Home > Other > In the First Circle > Page 91
In the First Circle Page 91

by Aleksandr I. Solzhenitsyn


  The very first guard, the one with the long face, came in. Innokenty was almost pleased to see him. This one had not insulted or harmed him.

  “Why aren’t you getting your clothes on?” the guard asked gruffly. “Get dressed quickly.”

  Easier said than done!
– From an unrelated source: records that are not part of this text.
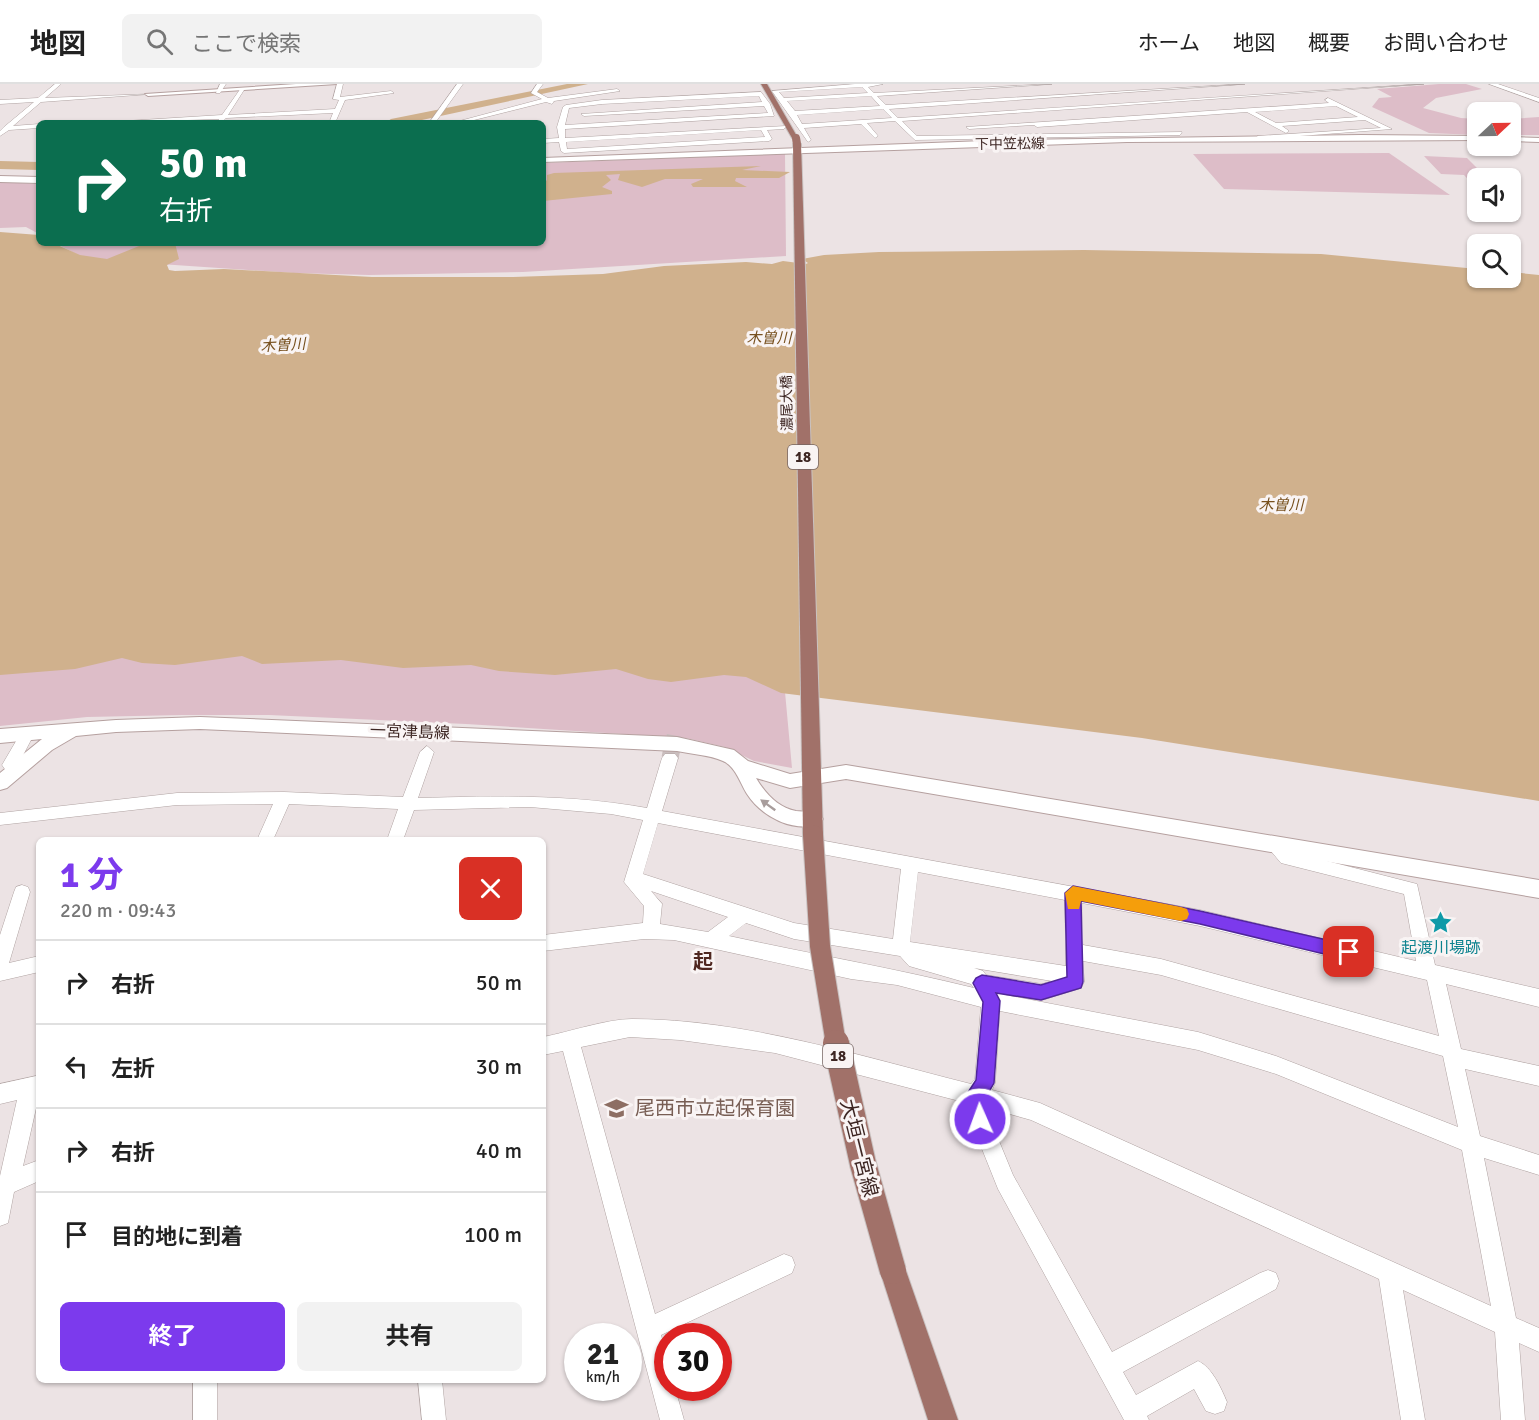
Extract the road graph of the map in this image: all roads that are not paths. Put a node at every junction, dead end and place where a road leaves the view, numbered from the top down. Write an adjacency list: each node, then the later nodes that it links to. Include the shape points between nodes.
1 (57, 84): 35 (street)
2 (156, 84): 27 (main road)
3 (224, 84): 23 (street)
4 (334, 84): 20 (main road)
5 (340, 84): 32 (street, via 336,99)
6 (460, 84): 62 (street)
7 (540, 84): 36 (street, via 535,94)
8 (880, 84): 14 (street)
9 (1049, 84): 18 (street)
10 (1242, 84): 16 (street)
11 (1295, 84): 25 (street)
12 (1422, 84): 17 (street)
13 (1492, 84): 30 (street)
14 (862, 85): 22 (street); 28 (street)
15 (1106, 85): 24 (street)
16 (1203, 85): 24 (street); 31 (street)
17 (1383, 85): 25 (street)
18 (986, 86): 28 (street); 34 (street)
19 (658, 89): 33 (street)
20 (241, 90): 23 (main road); 54 (street)
21 (629, 90): 36 (street)
22 (767, 90): 33 (street); 37 (street); 40 (street); 93 (main road, 18)
23 (218, 92): 27 (main road)
24 (1116, 92): 34 (street); 41 (street)
25 (1311, 92): 31 (street); 42 (street)
26 (391, 93): 32 (street, via 367,92)
27 (145, 95): 35 (street); 43 (street)
28 (873, 95): 37 (street, via 815,102); 45 (street)
29 (1539, 95): 30 (street)
30 (1527, 96): 38 (street)
31 (1225, 97): 41 (street); 47 (street)
32 (343, 98): 48 (street)
33 (663, 99): 44 (street); 46 (street)
34 (1004, 99): 45 (street); 49 (street)
35 (40, 100): 39 (street); 70 (street)
36 (546, 100): 44 (street); 63 (street)
37 (782, 100): 50 (street)
38 (1539, 100)
39 (0, 102)
40 (767, 104): 46 (street); 53 (street)
41 (1135, 104): 49 (street); 55 (street)
42 (1337, 104): 47 (street); 56 (street)
43 (131, 107)
44 (566, 107): 52 (street)
45 (885, 107): 50 (street); 57 (street)
46 (666, 109): 52 (street); 64 (street)
47 (1249, 110): 55 (street); 67 (street)
48 (337, 111): 54 (street); 61 (street)
49 (1019, 111): 57 (street); 66 (street)
50 (793, 112): 69 (street)
51 (124, 114): 58 (street)
52 (563, 115): 71 (street)
53 (772, 115): 64 (street); 78 (street)
54 (224, 116): 59 (street); 60 (street)
55 (1156, 117): 66 (street); 79 (street)
56 (1366, 118): 67 (street); 83 (street, via 1389,129)
57 (897, 119): 65 (street); 76 (street)
58 (119, 120)
59 (153, 120)
60 (221, 120)
61 (333, 120)
62 (434, 120)
63 (467, 120)
64 (669, 121): 71 (street); 77 (street)
65 (862, 122): 69 (street); 82 (street)
66 (1035, 124): 73 (street); 81 (street)
67 (1276, 125): 75 (street)
68 (36, 126): 70 (street)
69 (801, 126): 87 (street)
70 (4, 128): 80 (street)
71 (560, 128): 86 (street)
72 (763, 128): 77 (street); 78 (street); 91 (street, via 769,139)
73 (966, 128)
74 (943, 129): 76 (street)
75 (1286, 131)
76 (909, 132): 81 (street, via 915,138)
77 (674, 133): 86 (street); 91 (street)
78 (781, 133): 87 (main road); 94 (main road)
79 (1180, 133): 81 (street); 90 (street)
80 (0, 134)
81 (1048, 134)
82 (875, 136)
83 (1259, 137): 84 (main road, 下中笠松線); 90 (main road, 下中笠松線)
84 (1467, 138)
85 (1521, 139): 88 (main road)
86 (562, 140): 89 (street); 91 (street, via 564,151)
87 (808, 140): 92 (main road)
88 (1539, 140)
89 (546, 141)
90 (1064, 142): 92 (main road, 下中笠松線)
91 (679, 144)
92 (963, 145): 93 (main road, 下中笠松線)
93 (797, 146): 94 (main road, 下中笠松線); 104 (main road, 濃尾大橋 / 18)
94 (624, 156): 95 (main road, 下中笠松線)
95 (546, 160)
96 (0, 179): 97 (main road)
97 (36, 180)
98 (75, 730): 99 (main road, 一宮津島線); 103 (main road, 一宮津島線, via 200,723 630,741 699,748 728,755); 105 (main road, via 45,745)
99 (0, 736)
100 (24, 740): 105 (street, via 10,765)
101 (426, 752): 108 (street)
102 (670, 758): 109 (street)
103 (742, 766): 104 (main road, 一宮津島線, via 790,781); 111 (main road, one-way to 103, via 763,803 752,790)
104 (812, 769): 111 (main road, 大垣一宮線 / 18); 114 (main road, 一宮津島線)
105 (14, 771): 106 (main road)
106 (0, 783)
107 (284, 798): 108 (street); 110 (street, via 177,799); 112 (street)
108 (409, 804): 109 (street, via 530,801); 113 (street)
109 (653, 814): 115 (street); 116 (street)
110 (0, 819)
111 (813, 827): 160 (main road, 大垣一宮線 / 18, bridge, via 817,919 846,1098 893,1271)
112 (266, 837)
113 (396, 837)
114 (1273, 844): 117 (main road, 一宮津島線); 128 (street, via 1287,858 1411,889)
115 (910, 865): 119 (street); 124 (street, via 901,944)
116 (634, 878): 120 (street); 121 (street, via 632,882 653,903)
117 (1539, 889)
118 (22, 892): 126 (street)
119 (1073, 893): 125 (street); 128 (street, via 1200,918)
120 (743, 915): 122 (street); 124 (street, via 794,931)
121 (651, 931): 122 (street); 123 (street)
122 (710, 941): 133 (street, via 897,977)
123 (546, 943)
124 (906, 950): 130 (street); 131 (street, via 915,960 977,977)
125 (1075, 951): 130 (street); 136 (street, via 1172,970)
126 (0, 963)
127 (36, 965): 129 (street)
128 (1431, 973): 132 (street); 136 (street)
129 (0, 974)
130 (1075, 976): 131 (street, via 1075,982 1041,992)
131 (982, 983): 133 (street)
132 (1539, 998)
133 (992, 1001): 140 (street, via 985,1083); 141 (street, via 1233,1050)
134 (570, 1042): 135 (street); 140 (street, via 630,1028 690,1032 775,1044); 150 (street)
135 (546, 1046)
136 (1452, 1053): 137 (street); 141 (street)
137 (1539, 1076)
138 (34, 1086): 139 (street); 144 (street)
139 (0, 1094)
140 (976, 1094): 147 (street, via 1033,1110); 152 (street, via 980,1119 1005,1182)
141 (1471, 1143): 142 (street); 149 (street)
142 (1539, 1165)
143 (36, 1171): 144 (street)
144 (4, 1186): 145 (street)
145 (0, 1215)
146 (784, 1265): 150 (street)
147 (1389, 1272): 149 (street); 161 (street)
148 (1268, 1281): 152 (street)
149 (1506, 1325): 151 (street); 162 (street)
150 (647, 1330): 159 (street)
151 (1539, 1340)
152 (1108, 1367): 156 (street)
153 (205, 1383): 157 (street)
154 (430, 1383): 158 (street)
155 (1215, 1402): 156 (street, via 1198,1373)
156 (1135, 1416)
157 (205, 1420)
158 (434, 1420)
159 (672, 1420)
160 (943, 1420)
161 (1413, 1420)
162 (1513, 1420)

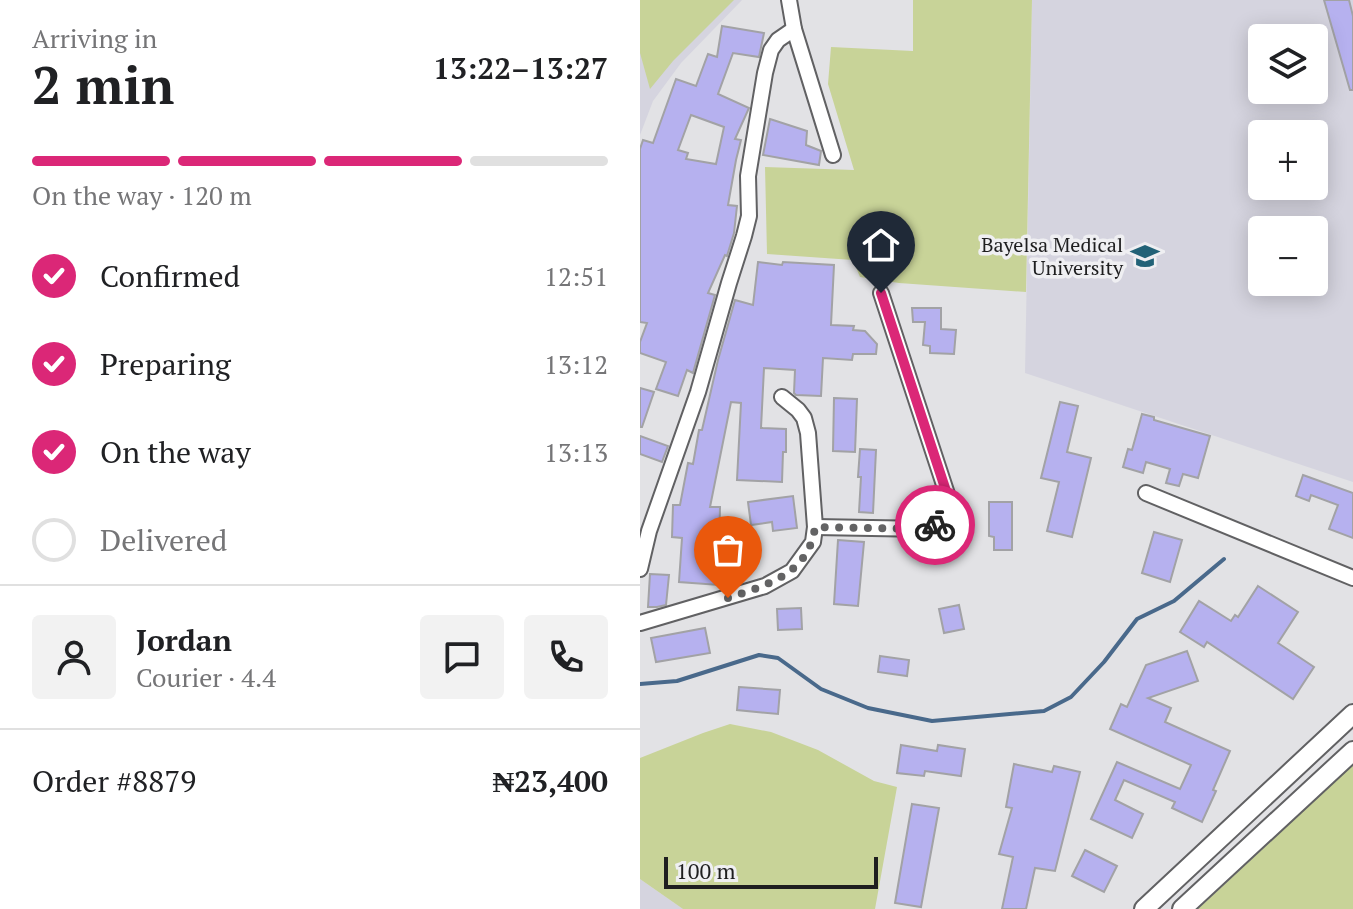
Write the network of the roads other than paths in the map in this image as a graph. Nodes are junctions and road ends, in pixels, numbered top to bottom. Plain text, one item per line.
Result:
1 (789, 0) edge
2 (794, 29) junction
3 (833, 155) dead end
4 (881, 293) dead end
5 (782, 397) dead end
6 (1146, 493) dead end
7 (815, 527) junction
8 (640, 569) edge
9 (1353, 578) edge
10 (640, 623) edge
11 (1353, 714) edge
12 (1353, 751) edge
13 (1144, 909) edge
14 (1182, 909) edge

1 - 2 street
2 - 3 street
2 - 8 street
4 - 7 street
5 - 7 street
6 - 9 street
7 - 10 street
11 - 13 main road
12 - 14 main road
Alone and locked in again, Innokenty struggled to keep his trousers up with no suspenders and several buttons missing. Unable to draw on the experience of dozens of generations of prisoners, Innokenty knitted his brow and solved the problem unaided—as millions of his predecessors had done before him. He must use his shoelaces to tie around his waist and hold his fly together. (Only now did he look closely enough to see that the metal tips had been torn off his laces. Why did they go to such lengths? Unknown to Innokenty, the Lubyanka’s standing orders allowed for the possibility that a prisoner might use one of these tips as a suicide weapon.)

  He did not even try to tie the jacket of his uniform together.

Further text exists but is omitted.